According to the World Meteorological Organization (WMO), 30-year periods are standard for computing stable and representative “climate normals” (averages). The period 2035–2064 is centred on 2050.
In our view, 2050 represents a reasonable time horizon for considering climate change in the context of the real estate sector. We may be able to provide data for other future periods upon request.
In our Bronze package, we contextualise the annual mean climate statistics (for temperature, precipitation, and sunshine duration) at each property, for both the historical period and the two future scenarios, by calculating their respective percentiles. This involves ranking them from 0 to 100 relative to all other properties across Switzerland.
For example, a property with an annual mean precipitation percentile of 9 will be among the 10% driest in the country, while a property with an annual mean temperature percentile of 96 will be among the 5% warmest.
In all three packages, for every climate variable or metric and for both RCPs, we provide these change figures to describe the difference between the historical (1991–2020) and future (2035–2064) periods. Absolute temperature changes (in °C) are provided for temperature metrics, while percentage changes are shown for precipitation and sunshine duration metrics. These changes may be either positive or negative.
For example, a +1°C change in a temperature metric indicates that average future conditions at the property in question are expected to be 1°C warmer in the future period than in the historical period.
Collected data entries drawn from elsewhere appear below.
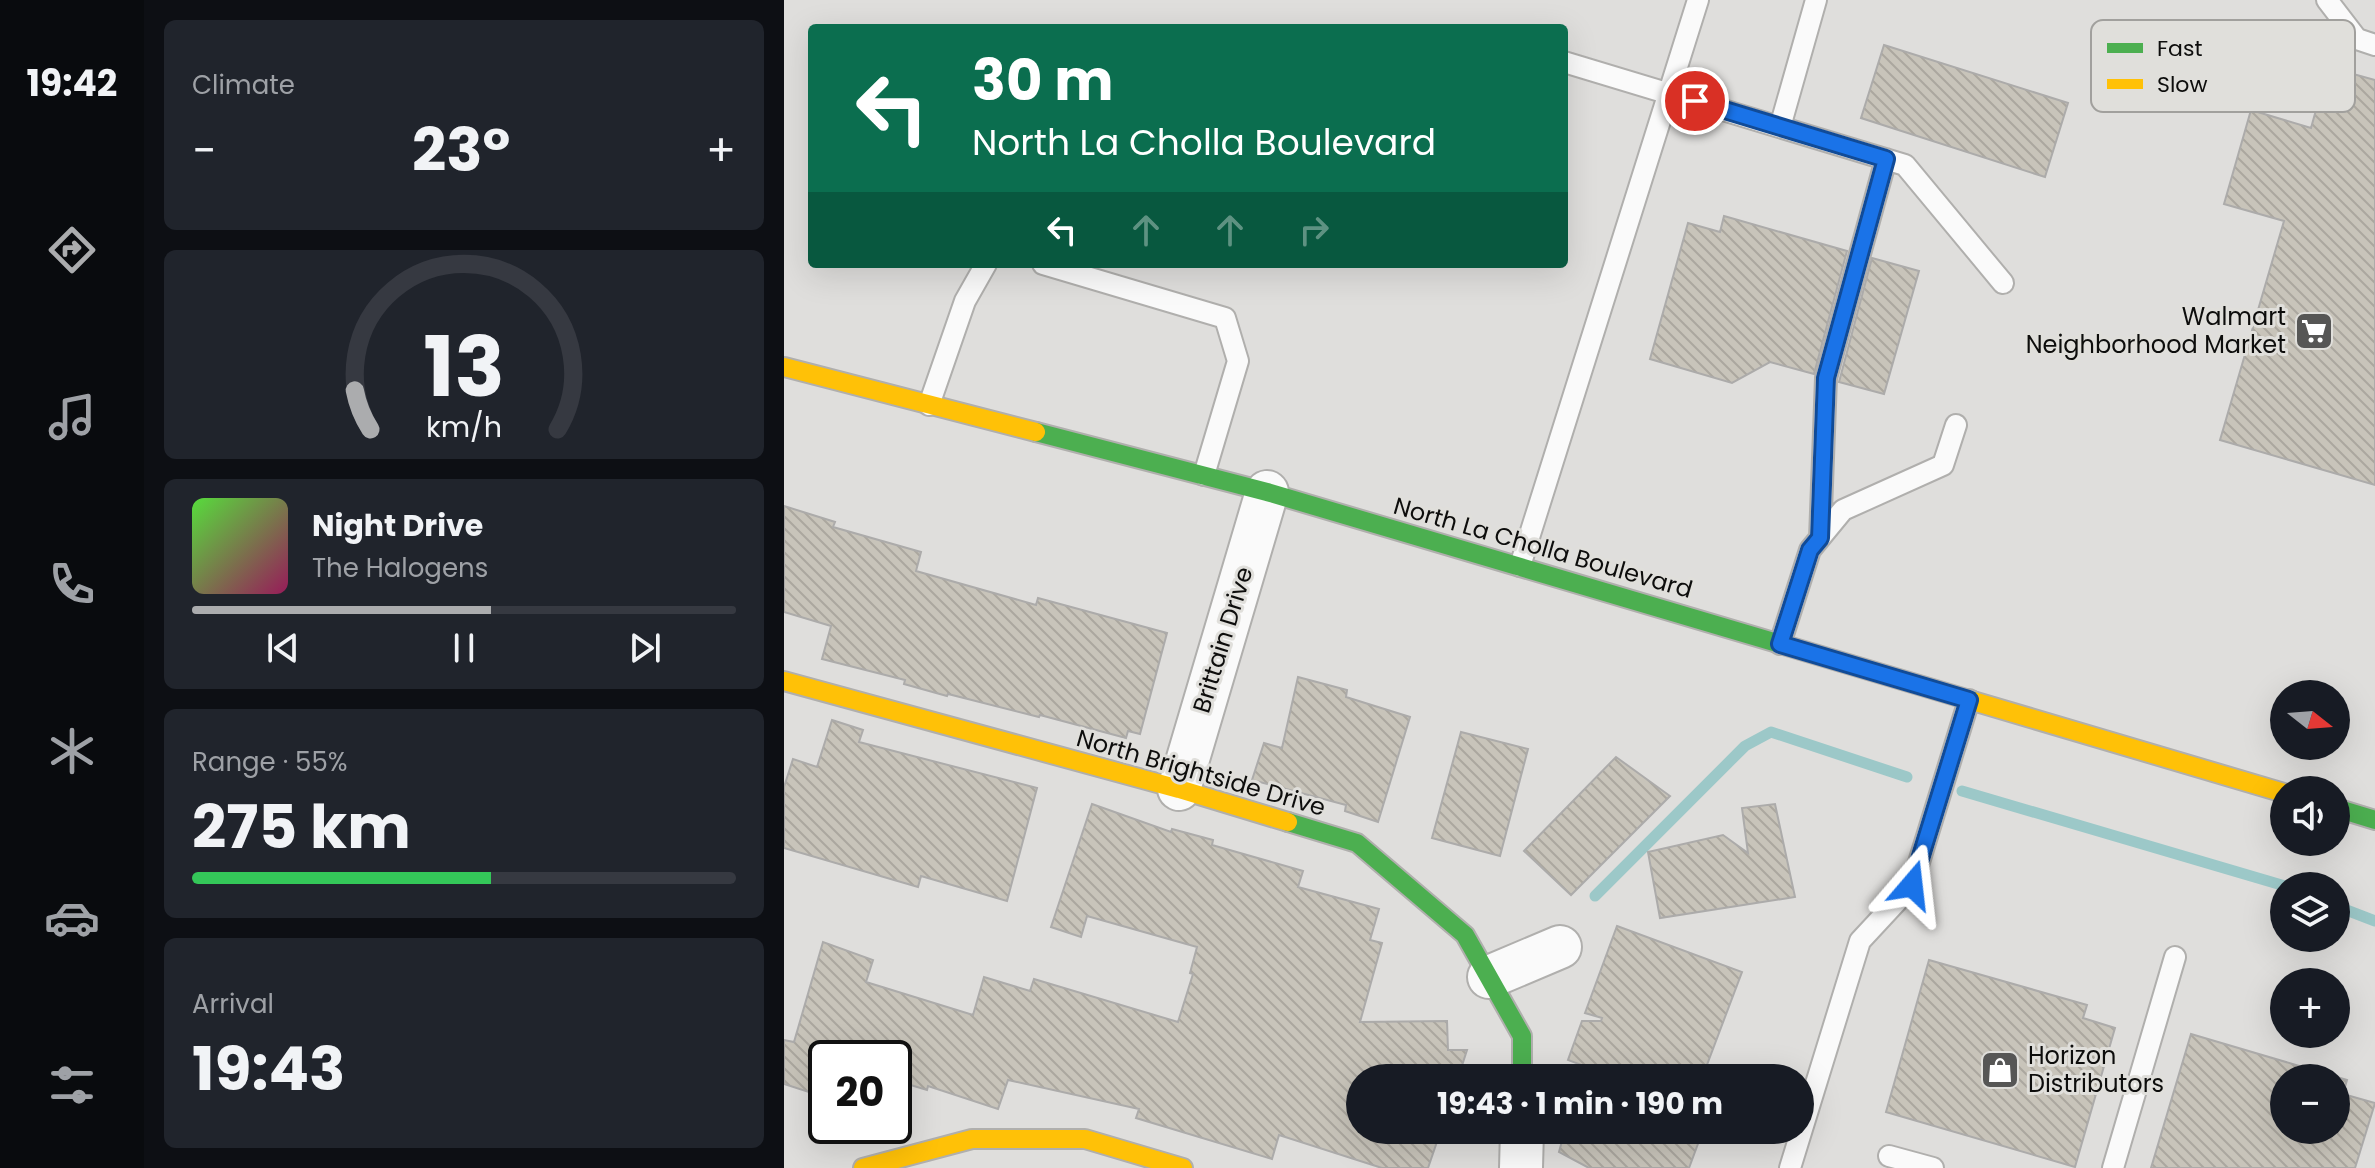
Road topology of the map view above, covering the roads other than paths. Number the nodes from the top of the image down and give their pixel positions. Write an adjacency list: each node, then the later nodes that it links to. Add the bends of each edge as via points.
1 (1698, 0): 8 (lane)
2 (1816, 0): 9 (lane)
3 (2327, 0): 4 (lane)
4 (2342, 20)
5 (2355, 36): 6 (lane)
6 (2375, 45)
7 (1568, 63): 8 (lane)
8 (1668, 93): 9 (lane); 20 (lane)
9 (1780, 127): 10 (lane)
10 (1886, 159): 13 (lane, via 1905,165); 19 (lane, via 1826,378)
11 (984, 268): 15 (lane, via 965,301)
12 (1056, 268): 17 (lane, via 1225,318 1238,361)
13 (2003, 283)
14 (784, 367): 15 (street, North La Cholla Boulevard)
15 (929, 405): 17 (street, North La Cholla Boulevard)
16 (1956, 425): 19 (lane, via 1943,465 1843,510)
17 (1204, 475): 18 (street, North La Cholla Boulevard)
18 (1267, 492): 20 (street, North La Cholla Boulevard); 24 (street, Brittain Drive)
19 (1820, 538): 21 (lane, via 1810,550)
20 (1520, 566): 21 (street, North La Cholla Boulevard)
21 (1780, 644): 23 (street, North La Cholla Boulevard)
22 (784, 681): 24 (street, North Brightside Drive)
23 (1969, 700): 25 (street, North La Cholla Boulevard); 37 (lane, via 1912,885 1860,941)
24 (1179, 789): 30 (street, North Brightside Drive, via 1357,843 1465,935)
25 (2270, 789)
26 (2350, 812): 27 (street)
27 (2375, 820)
28 (1560, 947): 30 (street)
29 (2175, 957): 39 (lane)
30 (1489, 977): 31 (street, North Brightside Drive, via 1522,1036)
31 (1522, 1064)
32 (1522, 1144): 36 (street)
33 (1889, 1156): 38 (lane)
34 (863, 1168): 35 (street, via 972,1139 1085,1139)
35 (1183, 1168)
36 (1521, 1168)
37 (1790, 1168)
38 (1933, 1168)
39 (2113, 1168)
A -20% change in a precipitation metric indicates an expected 20% decrease in precipitation between the same periods.
Percentage changes are also provided for the Gold package metrics.
If a given metric is not available at a particular property under future conditions – for instance, due to data limitations or modelling constraints – this will be clearly stated in the output.
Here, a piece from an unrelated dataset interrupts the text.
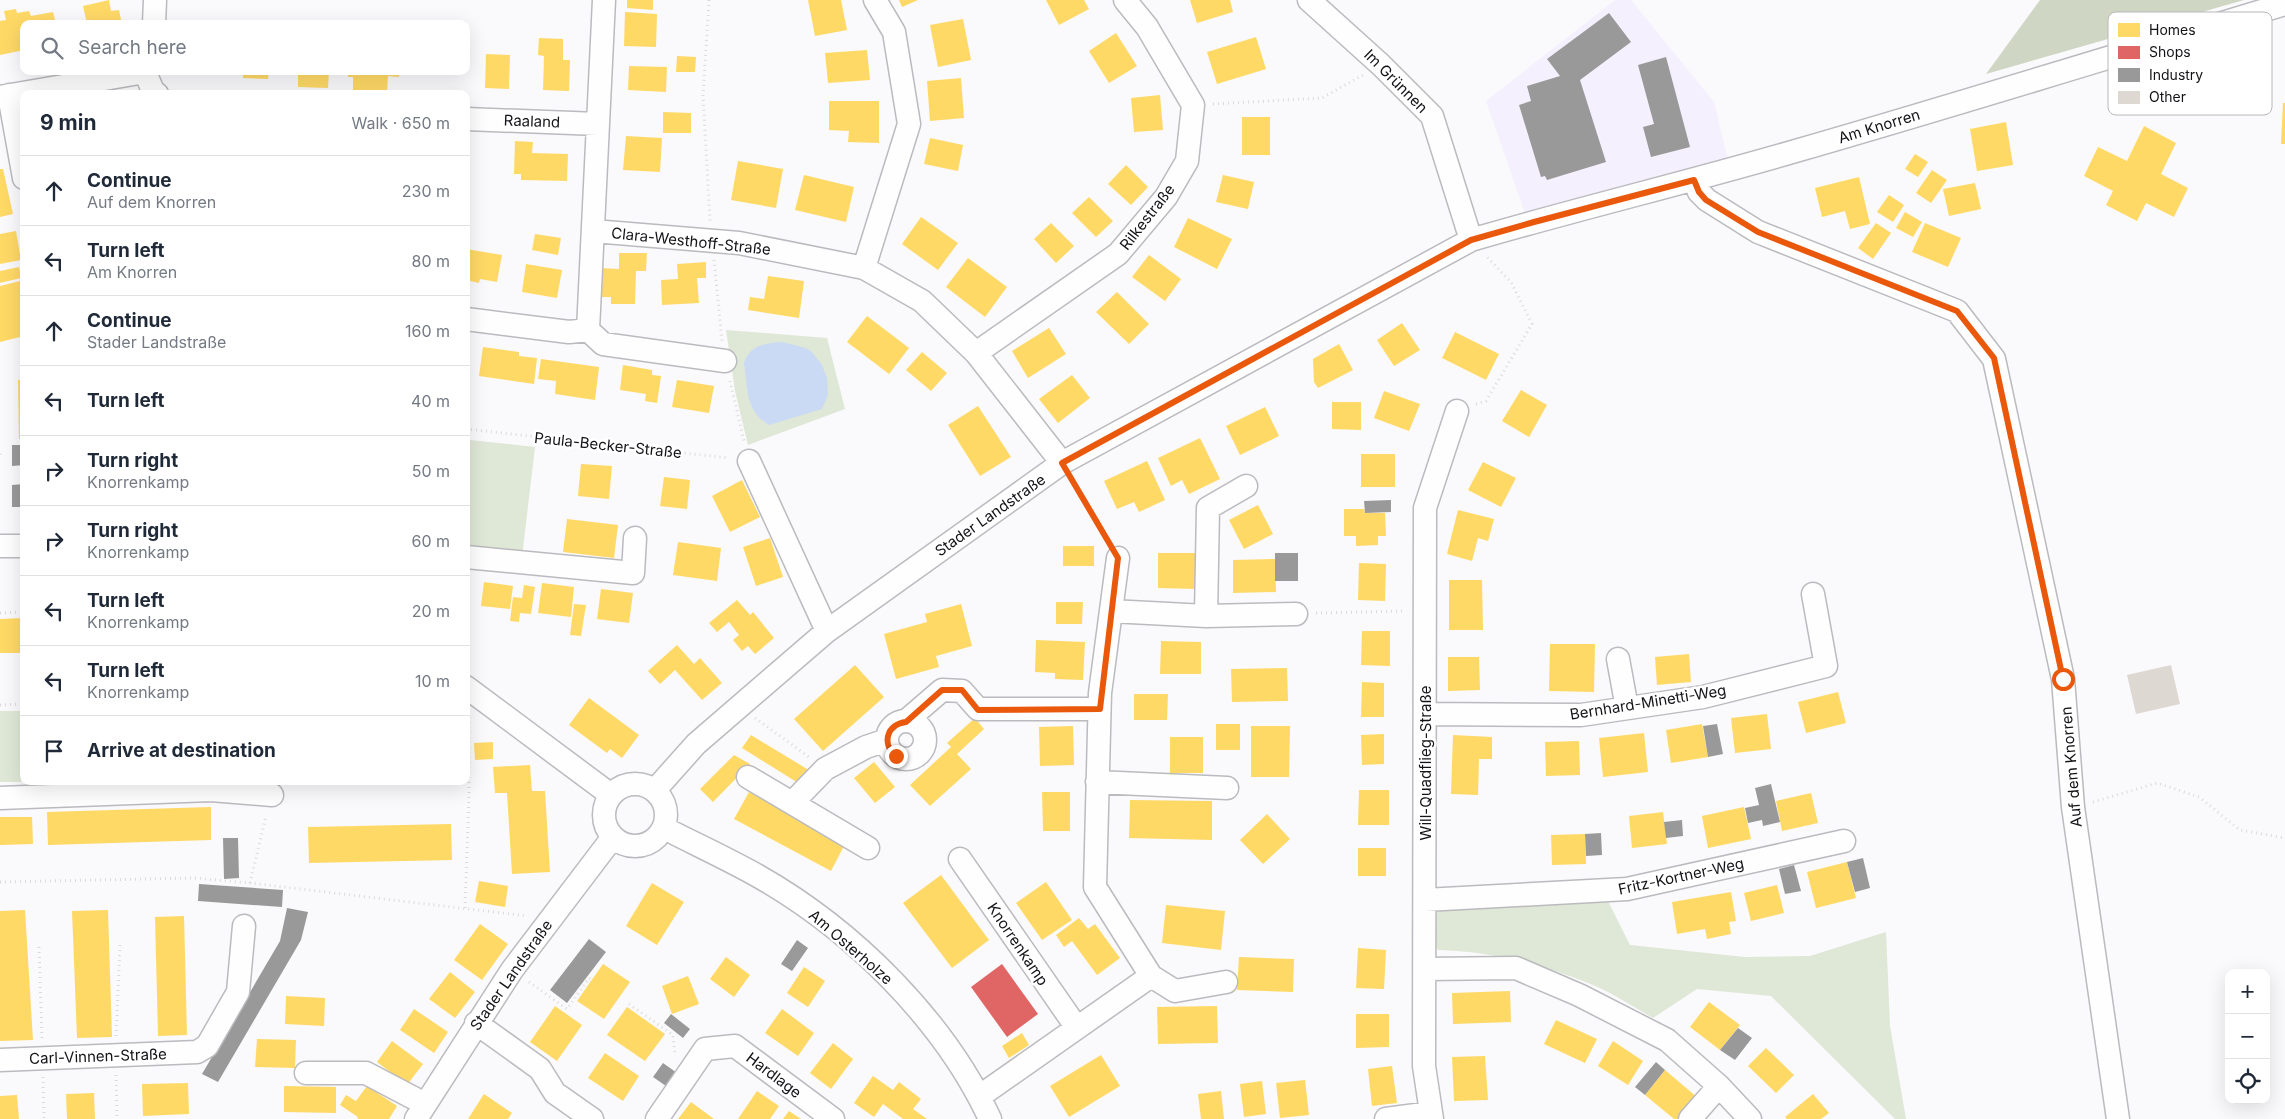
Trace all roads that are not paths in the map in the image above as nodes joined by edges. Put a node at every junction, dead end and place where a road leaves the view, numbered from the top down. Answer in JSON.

The historical data are associated with uncertainty, a large proportion of which arises from the process of interpolating measurements made at climate stations onto the regular grid which we use as input. There is also uncertainty associated with how representative the grid cell values are of the precise property locations within them. However, such uncertainties are fairly difficult to quantify.
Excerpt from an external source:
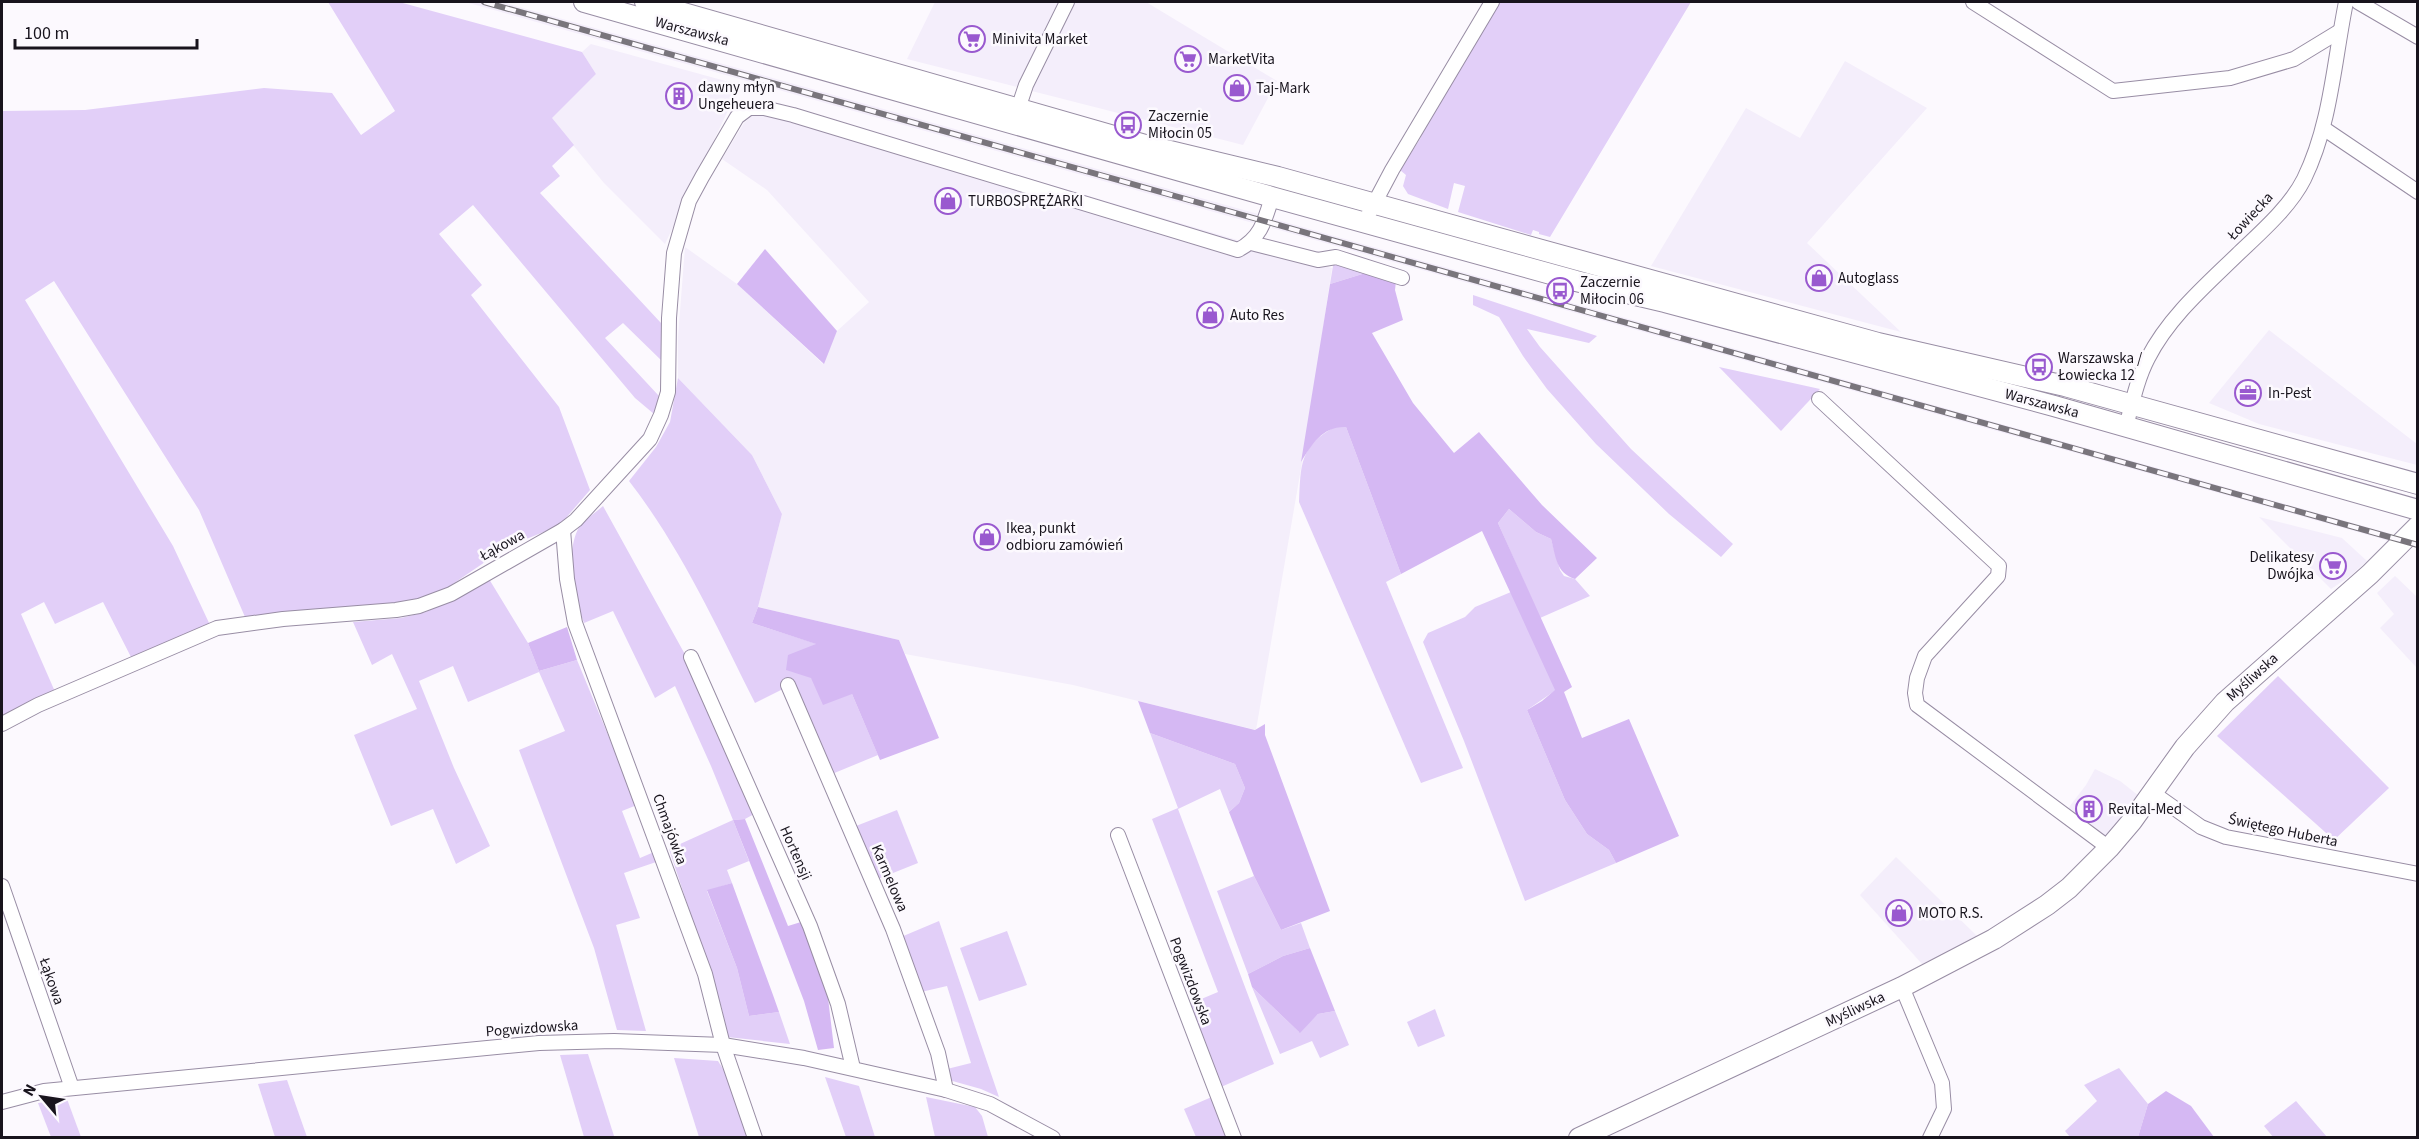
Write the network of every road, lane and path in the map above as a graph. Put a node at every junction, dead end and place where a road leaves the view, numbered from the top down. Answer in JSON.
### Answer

Uncertainties associated with the future data could be provided more easily. This is because the CH2018 future projection datasets do not merely provide a singular simulated view of future climate for a given RCP, but rather provide a suite of outputs from several individual models – known as model ensembles. Due to the slightly different formulations used by each model (ensemble member), ranges of outputs are produced.
In the first version of our data, however, we provide only a central estimate by selecting, for each variable (i.e. temperature or precipitation) and RCP scenario, the ensemble member that is deemed representative of models with moderate climate change sensitivity (deviation from historical conditions), according to the “Ensemble Sub-Selection tool” of MeteoSwiss. In all cases, we use “All of Switzerland” as the selection region.
Relative sunshine duration is calculated as the actual duration of sunny conditions observed on a given day, divided by the maximum possible sunshine duration (astronomical day length).
For example, if the astronomical day length is 10 hours, but four of those hours were cloudy, then the relative sunshine duration would be 60%.
We recommend the free and open-source software QGIS for desktop GIS users.
We may also be able to provide dedicated consultancy support to help you integrate our data into your company's workflows and products, including by providing data visualisation capabilities, using tools such as R, Python, or PostgreSQL / PostGIS.